__Action item__
If a line in the data below holds the word "JSON", copy it.

__Record extracts__

◆ ◆ ◆ ◆ ◆

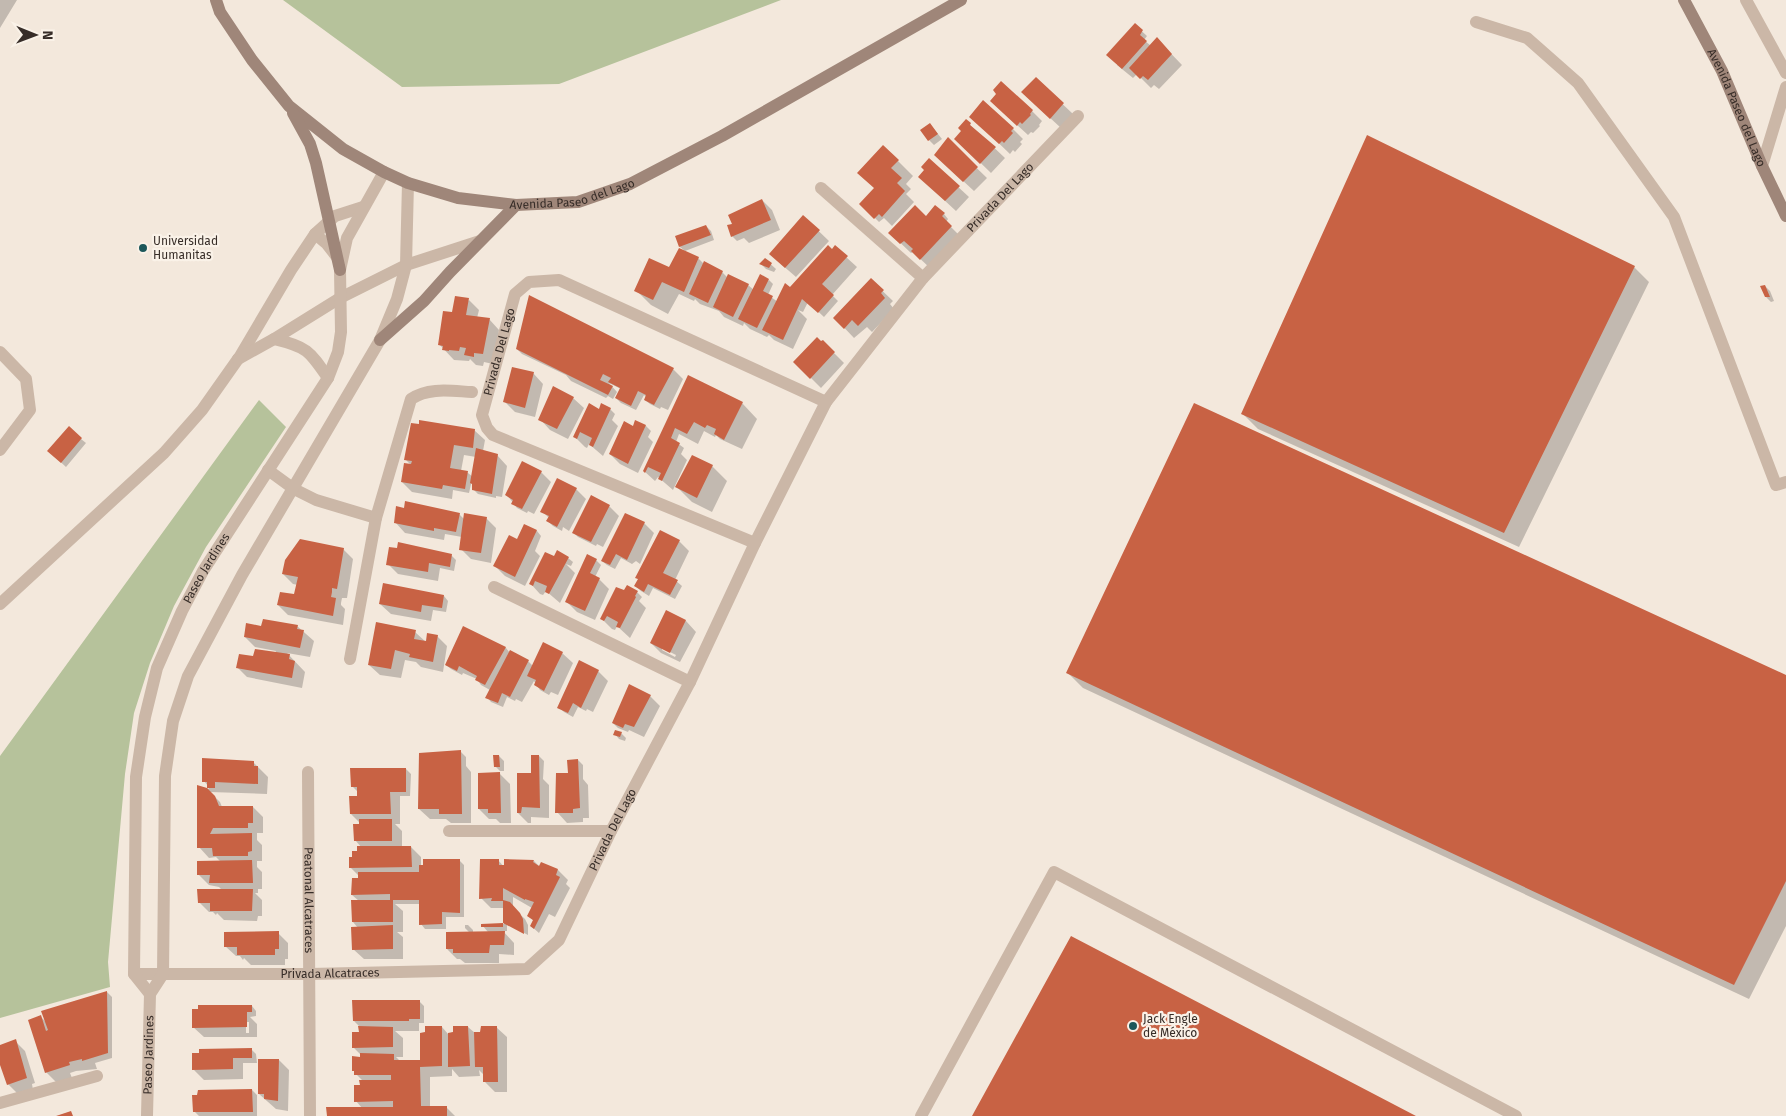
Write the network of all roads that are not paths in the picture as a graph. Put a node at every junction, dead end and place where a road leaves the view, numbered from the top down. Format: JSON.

◆ ◆ ◆ ◆ ◆

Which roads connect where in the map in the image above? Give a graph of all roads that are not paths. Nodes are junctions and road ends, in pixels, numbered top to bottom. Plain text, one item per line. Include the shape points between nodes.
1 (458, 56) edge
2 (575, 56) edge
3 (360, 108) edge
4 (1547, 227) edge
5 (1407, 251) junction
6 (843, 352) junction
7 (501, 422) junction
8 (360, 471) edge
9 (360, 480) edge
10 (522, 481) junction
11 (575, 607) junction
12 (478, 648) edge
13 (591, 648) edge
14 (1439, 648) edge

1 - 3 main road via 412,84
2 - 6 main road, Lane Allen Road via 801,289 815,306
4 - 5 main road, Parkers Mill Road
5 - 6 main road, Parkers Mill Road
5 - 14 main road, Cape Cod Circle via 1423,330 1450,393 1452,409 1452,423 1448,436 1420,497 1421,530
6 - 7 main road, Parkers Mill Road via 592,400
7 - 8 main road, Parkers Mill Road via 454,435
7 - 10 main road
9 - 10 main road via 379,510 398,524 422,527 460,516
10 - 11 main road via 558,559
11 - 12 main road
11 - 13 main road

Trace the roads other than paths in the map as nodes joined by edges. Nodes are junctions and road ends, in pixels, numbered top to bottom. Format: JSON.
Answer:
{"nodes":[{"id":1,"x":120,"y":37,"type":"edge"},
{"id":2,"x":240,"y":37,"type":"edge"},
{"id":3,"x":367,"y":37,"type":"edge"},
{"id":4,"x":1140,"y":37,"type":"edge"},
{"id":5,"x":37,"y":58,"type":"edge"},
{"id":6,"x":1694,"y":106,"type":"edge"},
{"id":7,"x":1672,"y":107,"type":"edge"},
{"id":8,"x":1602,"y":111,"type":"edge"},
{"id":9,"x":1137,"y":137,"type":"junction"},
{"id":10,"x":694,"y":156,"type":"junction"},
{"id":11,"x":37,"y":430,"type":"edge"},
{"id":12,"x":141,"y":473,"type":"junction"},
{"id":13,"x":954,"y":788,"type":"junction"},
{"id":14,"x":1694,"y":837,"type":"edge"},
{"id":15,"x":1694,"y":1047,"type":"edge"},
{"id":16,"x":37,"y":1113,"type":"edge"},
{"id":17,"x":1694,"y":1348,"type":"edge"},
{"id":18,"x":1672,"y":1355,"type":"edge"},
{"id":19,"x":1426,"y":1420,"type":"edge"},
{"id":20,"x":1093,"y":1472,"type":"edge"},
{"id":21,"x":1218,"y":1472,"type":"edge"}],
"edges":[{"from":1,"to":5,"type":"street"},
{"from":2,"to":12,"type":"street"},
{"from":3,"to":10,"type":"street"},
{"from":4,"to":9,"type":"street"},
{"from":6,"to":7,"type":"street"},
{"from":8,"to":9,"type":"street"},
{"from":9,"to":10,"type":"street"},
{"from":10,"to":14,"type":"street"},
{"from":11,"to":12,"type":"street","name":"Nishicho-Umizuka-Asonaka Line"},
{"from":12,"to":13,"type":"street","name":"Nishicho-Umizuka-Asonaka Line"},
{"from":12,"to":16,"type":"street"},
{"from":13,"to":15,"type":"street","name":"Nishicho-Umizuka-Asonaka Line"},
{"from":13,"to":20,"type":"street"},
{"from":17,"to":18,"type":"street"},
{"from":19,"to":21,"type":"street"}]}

◆ ◆ ◆ ◆ ◆

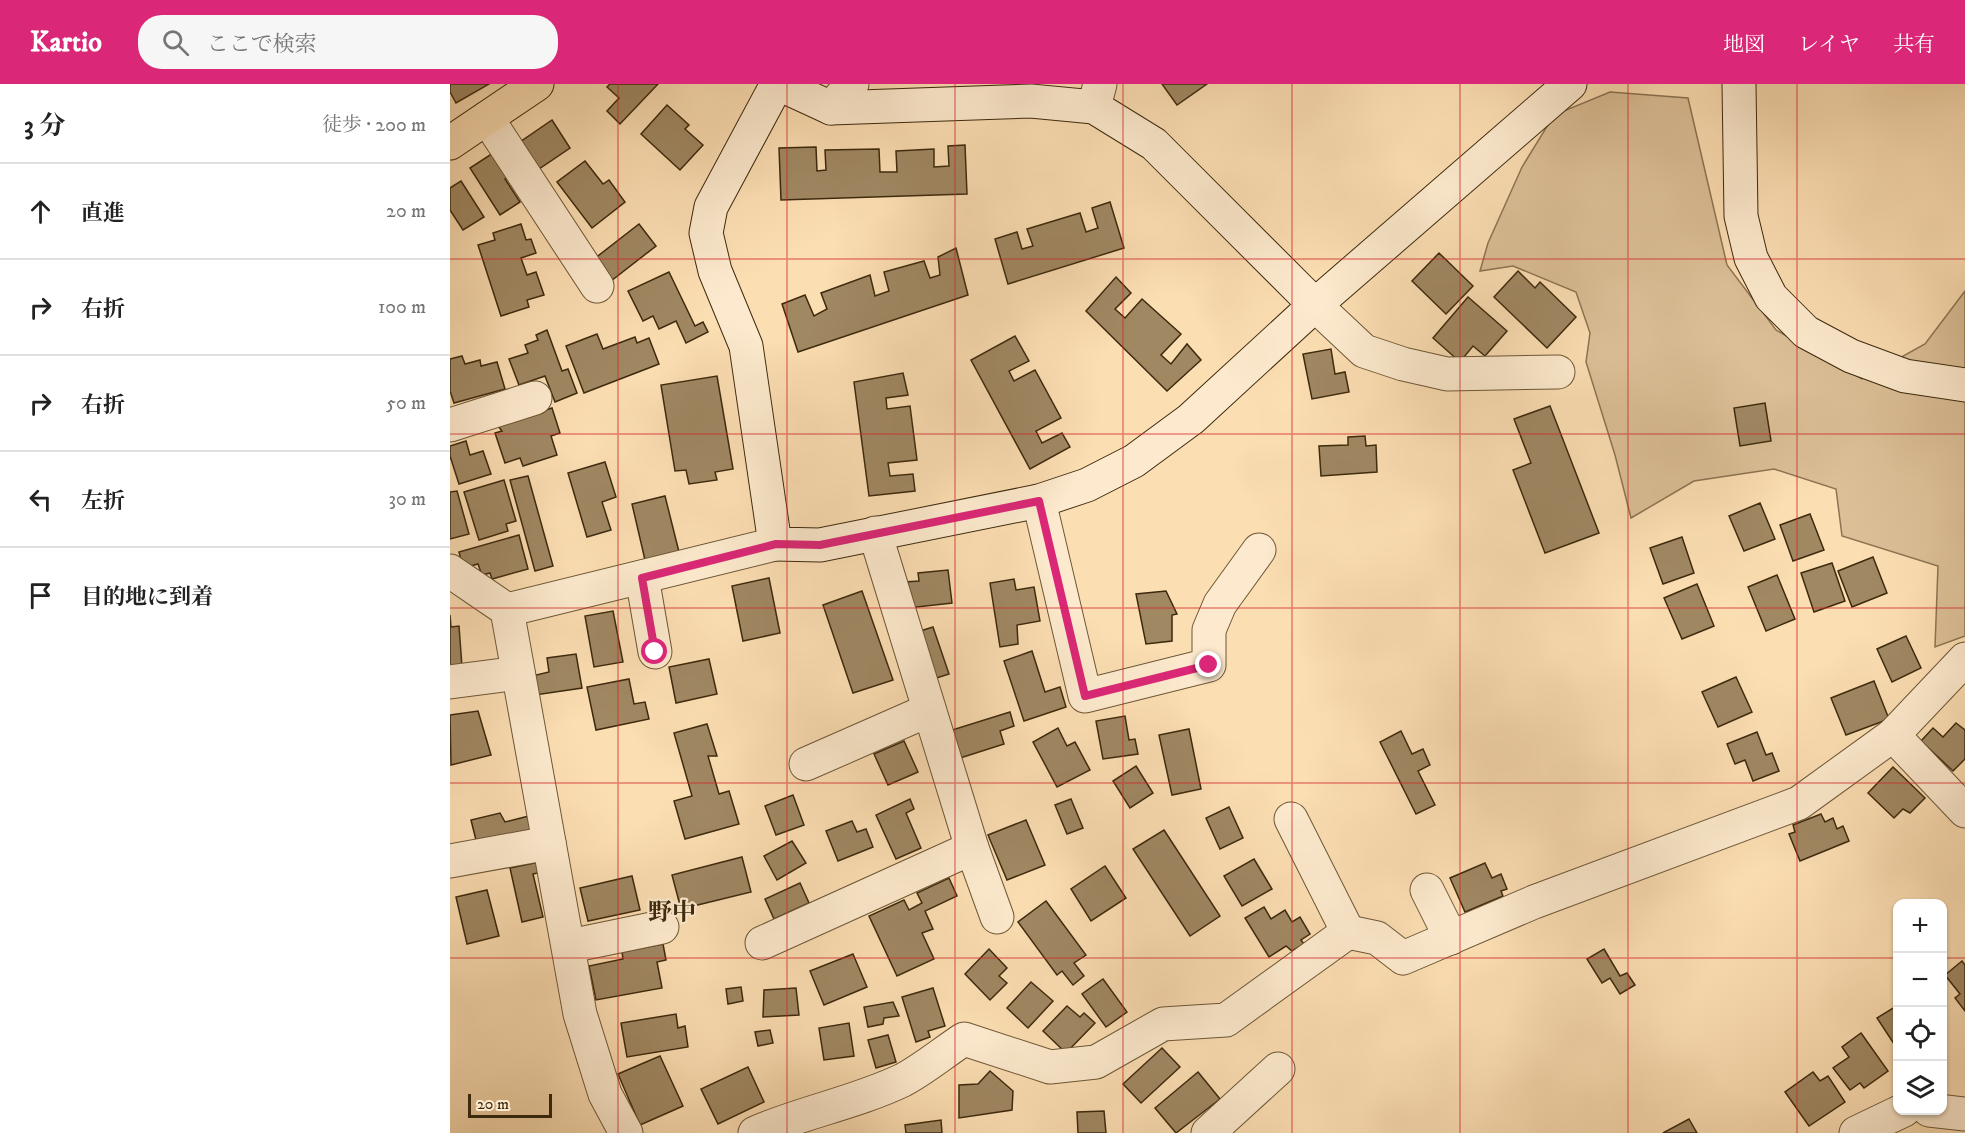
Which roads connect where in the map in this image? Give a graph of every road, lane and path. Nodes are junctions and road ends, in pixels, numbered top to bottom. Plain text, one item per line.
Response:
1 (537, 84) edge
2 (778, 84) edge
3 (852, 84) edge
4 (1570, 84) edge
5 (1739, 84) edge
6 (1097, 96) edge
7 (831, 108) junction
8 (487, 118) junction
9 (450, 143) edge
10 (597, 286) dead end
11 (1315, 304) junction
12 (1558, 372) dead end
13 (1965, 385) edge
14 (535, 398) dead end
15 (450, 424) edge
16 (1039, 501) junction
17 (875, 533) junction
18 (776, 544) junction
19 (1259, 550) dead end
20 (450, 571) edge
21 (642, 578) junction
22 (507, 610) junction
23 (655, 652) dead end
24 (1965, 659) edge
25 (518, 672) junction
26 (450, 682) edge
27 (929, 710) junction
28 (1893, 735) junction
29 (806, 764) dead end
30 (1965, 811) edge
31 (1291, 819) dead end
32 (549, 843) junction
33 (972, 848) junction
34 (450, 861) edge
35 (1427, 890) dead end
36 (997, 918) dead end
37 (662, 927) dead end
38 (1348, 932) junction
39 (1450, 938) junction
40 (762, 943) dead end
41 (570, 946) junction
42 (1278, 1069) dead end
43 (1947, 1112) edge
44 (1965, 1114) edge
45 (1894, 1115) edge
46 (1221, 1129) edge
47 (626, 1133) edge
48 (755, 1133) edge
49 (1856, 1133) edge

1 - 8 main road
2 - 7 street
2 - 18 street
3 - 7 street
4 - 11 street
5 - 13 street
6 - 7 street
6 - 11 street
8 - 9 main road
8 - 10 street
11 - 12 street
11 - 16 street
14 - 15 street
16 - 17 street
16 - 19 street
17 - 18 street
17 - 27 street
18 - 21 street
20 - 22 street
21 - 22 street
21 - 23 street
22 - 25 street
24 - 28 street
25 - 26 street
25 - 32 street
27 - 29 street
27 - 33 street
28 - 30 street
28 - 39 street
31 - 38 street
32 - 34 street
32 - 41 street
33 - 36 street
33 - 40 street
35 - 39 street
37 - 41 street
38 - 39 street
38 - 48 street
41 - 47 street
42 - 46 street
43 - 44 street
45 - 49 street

◆ ◆ ◆ ◆ ◆

__Reply to the task__
Write the network of all roads that are not paths in the picture as a graph. Put a node at every junction, dead end and place where a road leaves the view, numbered from the top down. Format: JSON.
Trace the roads other than paths in the map as nodes joined by edges. Nodes are junctions and road ends, in pixels, numbered top to bottom. Format: JSON.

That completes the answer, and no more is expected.